Mote, beam; whatever.

harrogate said...

I thought it was entertaining how he or his lawyer said the Bull represents "freedom in the world," "peace," and even, for heaven's sake, "love."

It's like, can the rest of us have what they're smoking?

buwaya said...

"I thought it was entertaining how he or his lawyer said the Bull represents "freedom in the world," "peace," and even, for heaven's sake, "love."

It is actually the western equivalent of a Hindu Ganesh, who grants success and prosperity.
A practical sort of idol.

Aric said...

"Fearless Girl" is a child standing up against prosperity.

In other words, a perfect symbol of feminism.

John said...

What about ownership? I just read the story and it is unclear who owns the bull and the spot where it is placed. My impression is that the sculptor owns the bull, though that is not made clear. It does say that he had no authorization to place it where he did.

Is that city property? Did the city, or whoever the owner is, eventually give the sculptor the right to place the bull there?

Who owns the spot where the girl is placed? I am guessing the same entity and I am guessing that they had permission from that entity to place the statue.

Unless there is some contractual agreement of the property owner not to place any other statue near the bull, it seems to me that the sculptor has no legal grounds for complaint.

This kind of ties back to the rights of the mural painters the other day, doesn't it? and the rights of the property owner.

A related question: If I buy a work of art from a famous artist do I have any obligation to the artist? Absent any explicit agreement, of course. If I buy a Picasso, for example, can I cut the nose out of the painting, say something like "This is the only good part of the painting" and burn the rest? A la Guy Grand/Ringo Starr.

John Henry

buwaya said...

"What about ownership? "

What does law have to do with it?
This is a mystical matter, of symbols, omens, bull-gods, and blasphemy.

wildswan said...

In between the girl and the bull put a guy diverting the bull like a bull fighter.
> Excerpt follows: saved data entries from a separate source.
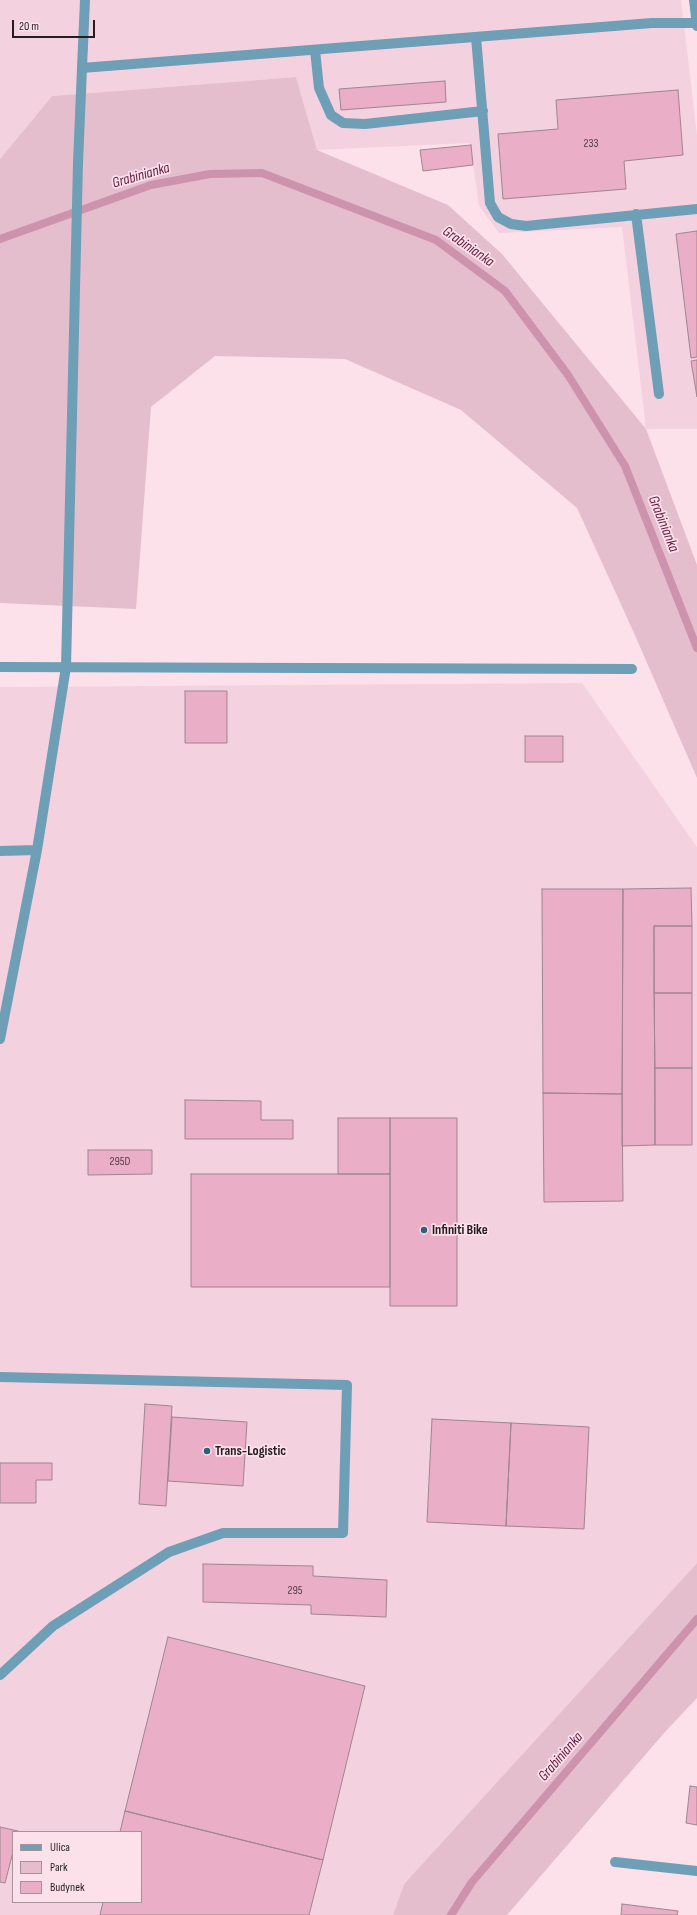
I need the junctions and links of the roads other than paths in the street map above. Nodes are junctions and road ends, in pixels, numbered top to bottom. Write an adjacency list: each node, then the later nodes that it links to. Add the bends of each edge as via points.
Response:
1 (86, 0): 7 (street)
2 (694, 0): 3 (street)
3 (697, 23): 4 (street); 5 (street, via 652,23)
4 (697, 26)
5 (476, 37): 6 (street); 8 (street)
6 (315, 50): 7 (street); 8 (street, via 319,88 331,115 344,123 365,124)
7 (82, 68): 13 (street)
8 (482, 111): 10 (street, via 490,203 498,216 511,224 526,226)
9 (697, 208): 10 (street)
10 (636, 214): 11 (street)
11 (659, 394)
12 (0, 667): 13 (street)
13 (66, 667): 14 (street); 15 (street)
14 (632, 669)
15 (38, 850): 16 (street); 17 (street)
16 (0, 851)
17 (0, 1039)
18 (0, 1377): 19 (street, via 347,1385 344,1533 223,1533 169,1552 53,1626)
19 (0, 1675)
20 (615, 1862): 21 (street)
21 (697, 1871)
Then she is standing there, fearlessly admiring him.

Then both artists could claim artistic infringement.

Zach said...

The irony of the whole thing is that the bull statue was built by the sculptor on his own dime and dropped off in the middle of the night without any permission, just to make an artistic statement. And the Fearless Girl is a soulless advertising gimmick!

Regardless of the law, the sculptor has a valid point. The girl statue doesn't have any meaning in its own right. Its only meaning derives from recontextualizing the bull statue in a way that the artist didn't intend.

Zach said...

In contrast to the Metafilter folks, I like the bull much more than the bull + girl.

The bull by itself is interesting and evocative. The bull + girl is just insipid, a Hummel statue in bronze. It's the sort of publicly approved lie that nobody believes but nobody wants to contradict in public.

Zach said...

Interesting hypothetical: the Nabokov Society of America commissions a *third* statue -- of Humbert Humbert standing in front of Fearless Girl and leering. Now Fearless Girl is half of a diptych celebrating pedophilia. Does the soulless hedge fund have a case for removing Humbert?

Renee said...

You ride the Bull. Only clowns step in front of a Bull's way.

CJ said...

@David Baker
"Have you ever been there (NYSE)? While I understand that they're commonly listed at 11 Wall, the building actually faces Broad Street. The main entrance is 18 Broad Street."

Yes, I used to work at 48 Wall and I actually lived at 71 Broadway for a bit. The trader's entrance to the NYSE is on Wall Street and the famous facade of the NYSE is most easily visible from Wall St.

William Chadwick said...

They should move Fearless Girl directly in front of the entrance to the NYC HQ of the IRS.